Como seres humanos, somos diversas, complexas e deveríamos ser respeitadas em
nossa humanidade e representadas de modo mais diverso.
Um dia, numa discussão, quando
reclamei que não havia paquitas negras, um rapaz disse: “e qual o problema
disso? Eles têm o direito de colocar quem quiserem”. A naturalização do racismo
é tanta que algumas pessoas não acham nada demais nós não sermos representadas
num país de quase 52% de população negra.
Mas, para além de sermos
representadas, temos que problematizar o MODO pelo qual estamos sendo; se esse
modo somente reafirma nossa estigmatização.

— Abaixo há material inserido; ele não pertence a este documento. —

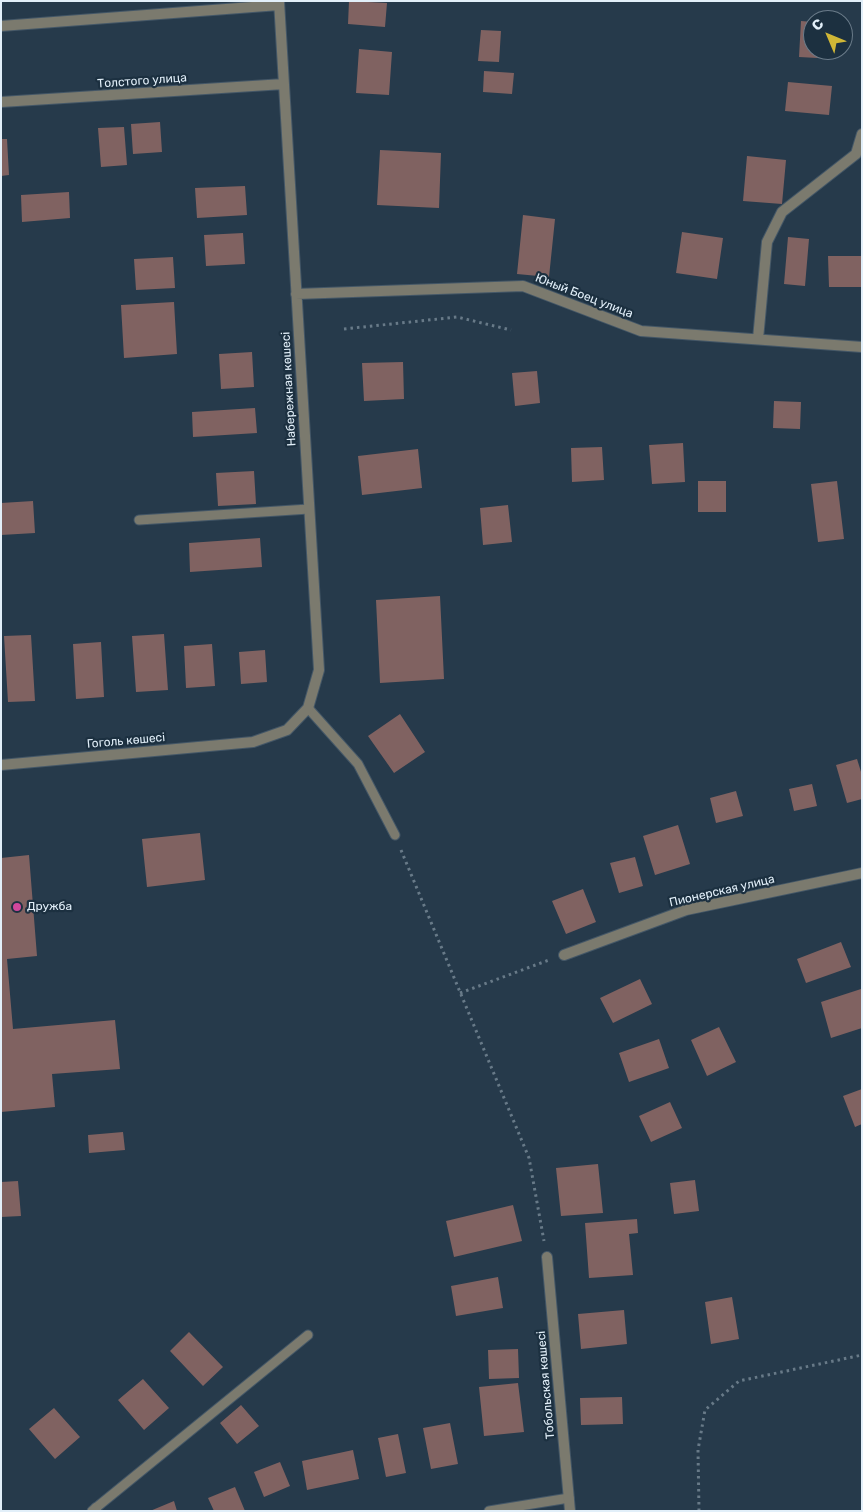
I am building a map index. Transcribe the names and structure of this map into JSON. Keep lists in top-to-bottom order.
{
  "streets": {
    "street": [
      "Толстого улица",
      "Юный Боец улица",
      "Набережная көшесі",
      "Гоголь көшесі",
      "Пионерская улица",
      "Тобольская көшесі"
    ]
  },
  "crossings": [
    ["Толстого улица", "Набережная көшесі"],
    ["Юный Боец улица", "Набережная көшесі"],
    ["Набережная көшесі", "Гоголь көшесі"]
  ],
  "places": ["Дружба"],
  "north": "top left"
}
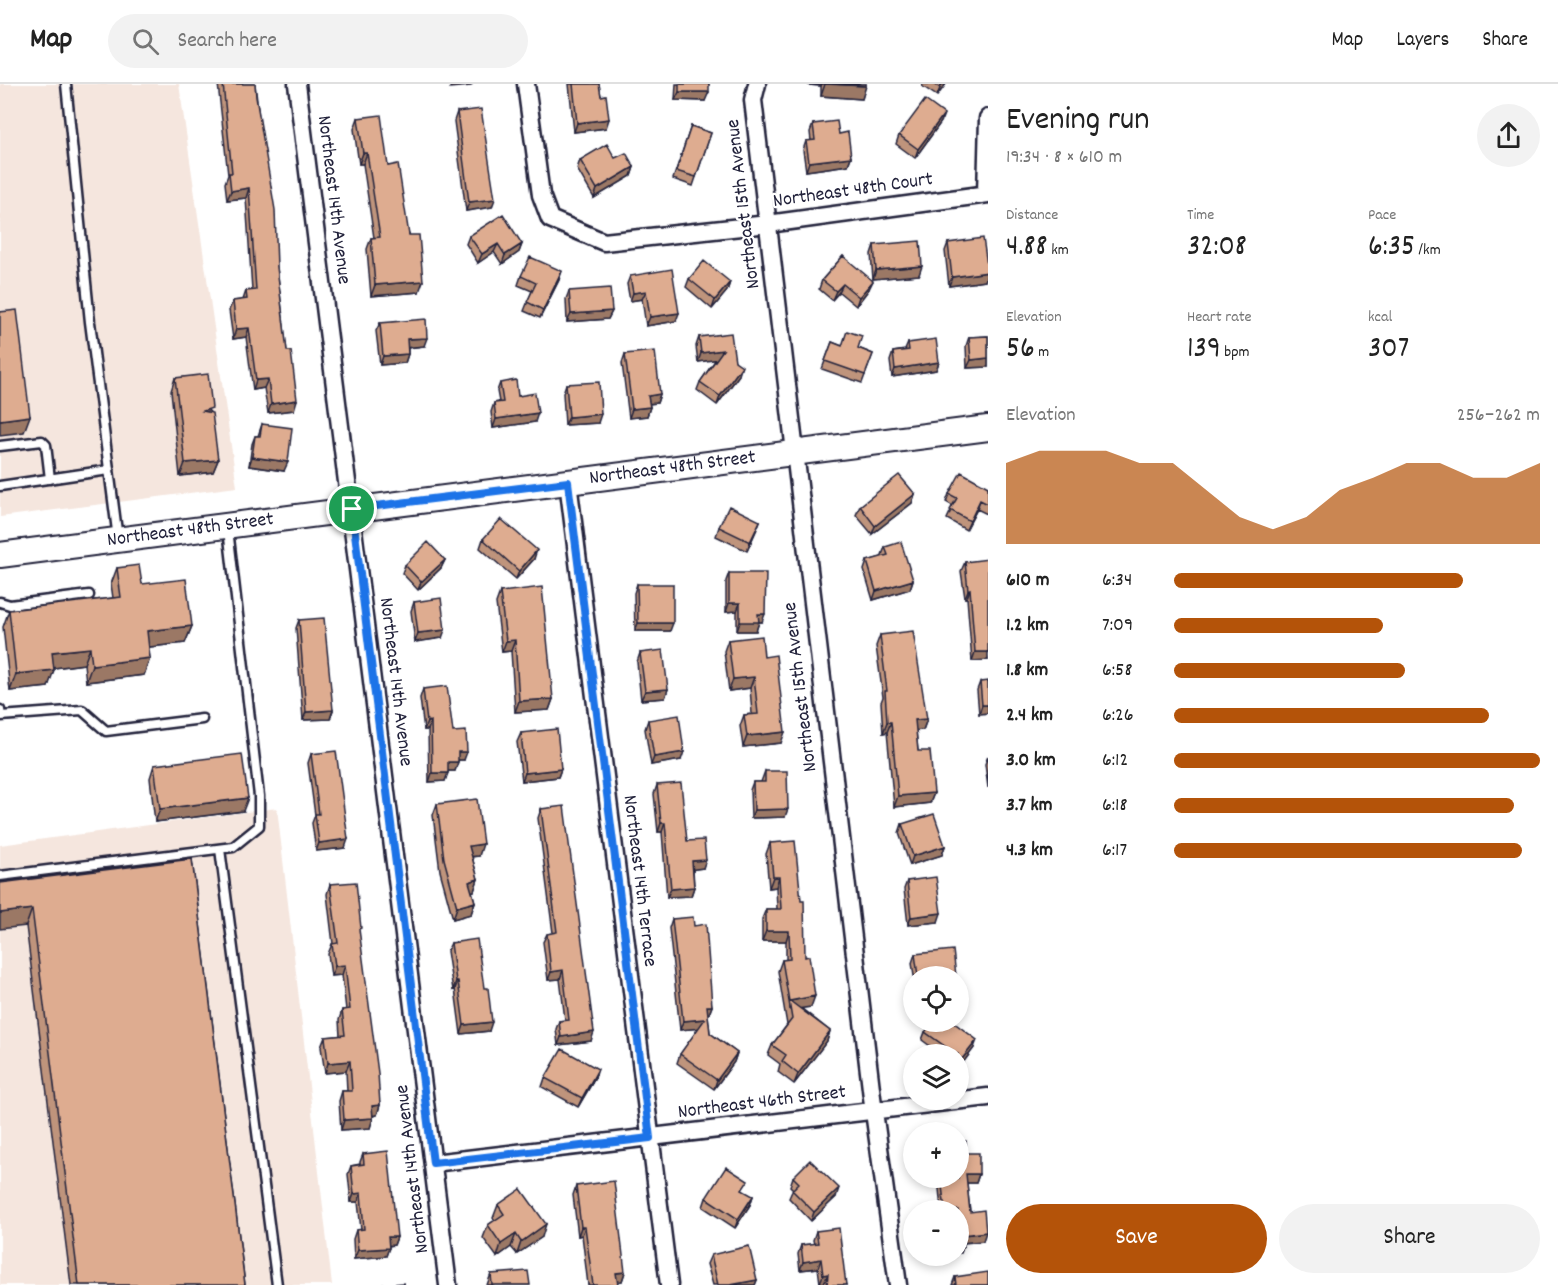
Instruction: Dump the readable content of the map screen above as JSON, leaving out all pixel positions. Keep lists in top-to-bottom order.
{
  "streets": {
    "street": [
      "Northeast 48th Court",
      "Northeast 14th Avenue",
      "Northeast 15th Avenue",
      "Northeast 48th Street",
      "Northeast 14th Terrace",
      "Northeast 46th Street"
    ]
  },
  "crossings": [
    ["Northeast 48th Court", "Northeast 15th Avenue"],
    ["Northeast 14th Avenue", "Northeast 48th Street"],
    ["Northeast 14th Avenue", "Northeast 46th Street"],
    ["Northeast 15th Avenue", "Northeast 48th Street"],
    ["Northeast 15th Avenue", "Northeast 46th Street"],
    ["Northeast 48th Street", "Northeast 14th Terrace"],
    ["Northeast 14th Terrace", "Northeast 46th Street"]
  ],
  "page": {
    "header": "Map",
    "search": "Search here",
    "nav": ["Map", "Layers", "Share"],
    "heading": ["Evening run", "19:34 · 8 × 610 m"],
    "stats": [
      ["Distance", "4.88 km"],
      ["Time", "32:08"],
      ["Pace", "6:35 /km"],
      ["Elevation", "56 m"],
      ["Heart rate", "139 bpm"],
      ["kcal", "307"]
    ],
    "chart": ["Elevation", "256–262 m"],
    "list": [
      {
        "name": "610 m",
        "note": "6:34"
      },
      {
        "name": "1.2 km",
        "note": "7:09"
      },
      {
        "name": "1.8 km",
        "note": "6:58"
      },
      {
        "name": "2.4 km",
        "note": "6:26"
      },
      {
        "name": "3.0 km",
        "note": "6:12"
      },
      {
        "name": "3.7 km",
        "note": "6:18"
      },
      {
        "name": "4.3 km",
        "note": "6:17"
      }
    ],
    "map_buttons": ["+", "−"],
    "buttons": ["Save", "Share"]
  }
}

Quando falamos de abuso sexual de
crianças e adolescentes, meninas negras são as maiores vítimas. Segundo dados
da Unicef na pesquisa “Violência Sexual”, o perfil das mulheres e meninas
exploradas sexualmente aponta para a exclusão social desse grupo. A maioria é de
afrodescendentes, vem de classes populares, tem baixa escolaridade, habita em
espaços urbanos periféricos ou em municípios de baixo desenvolvimento
socioeconômico.
Por esses dados e situação,
precisamos de um feminismo que seja interseccional, ou seja, que contemple as
mulheres em suas especificidades e reconheça que há aquelas que, por combinarem
outras opressões, estão num lugar de maior vulnerabilidade social.